Problem to solve: Repeat the data exactly. Pictures stay out.

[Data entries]
───
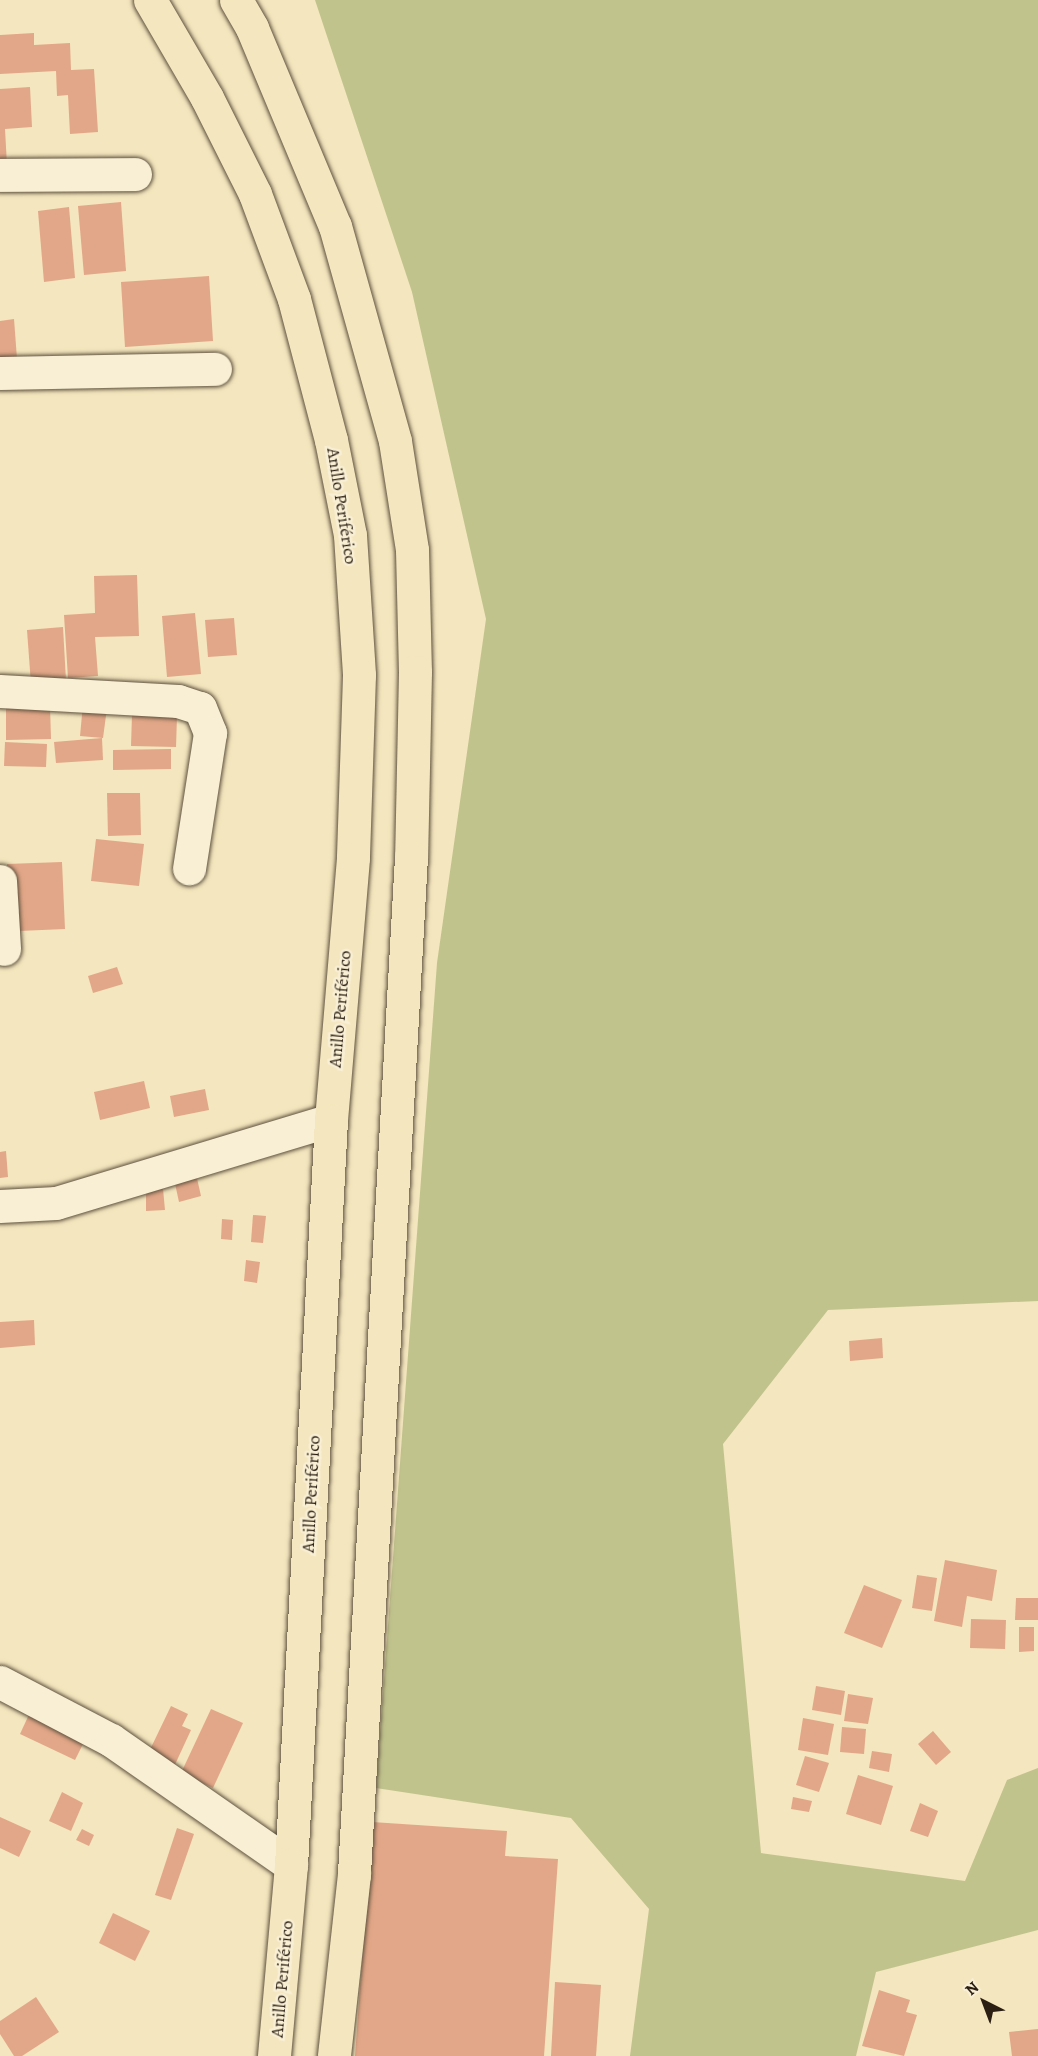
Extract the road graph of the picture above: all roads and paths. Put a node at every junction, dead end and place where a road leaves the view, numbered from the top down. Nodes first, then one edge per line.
1 (150, 0) edge
2 (236, 0) edge
3 (135, 174) dead end
4 (0, 175) edge
5 (215, 369) dead end
6 (0, 373) edge
7 (0, 692) edge
8 (189, 868) dead end
9 (0, 881) edge
10 (4, 949) dead end
11 (331, 1120) junction
12 (0, 1206) edge
13 (0, 1682) edge
14 (291, 1865) junction
15 (274, 2056) edge
16 (334, 2056) edge

1 - 11 highway, Anillo Periférico
2 - 16 highway
3 - 4 street
5 - 6 street
7 - 8 street
9 - 10 street
11 - 12 street
11 - 14 highway, Anillo Periférico
13 - 14 street
14 - 15 highway, Anillo Periférico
───
Exercise solution:
Extract the road graph of the picture above: all roads and paths. Put a node at every junction, dead end and place where a road leaves the view, numbered from the top down. Nodes first, then one edge per line.
1 (150, 0) edge
2 (236, 0) edge
3 (135, 174) dead end
4 (0, 175) edge
5 (215, 369) dead end
6 (0, 373) edge
7 (0, 692) edge
8 (189, 868) dead end
9 (0, 881) edge
10 (4, 949) dead end
11 (331, 1120) junction
12 (0, 1206) edge
13 (0, 1682) edge
14 (291, 1865) junction
15 (274, 2056) edge
16 (334, 2056) edge

1 - 11 highway, Anillo Periférico
2 - 16 highway
3 - 4 street
5 - 6 street
7 - 8 street
9 - 10 street
11 - 12 street
11 - 14 highway, Anillo Periférico
13 - 14 street
14 - 15 highway, Anillo Periférico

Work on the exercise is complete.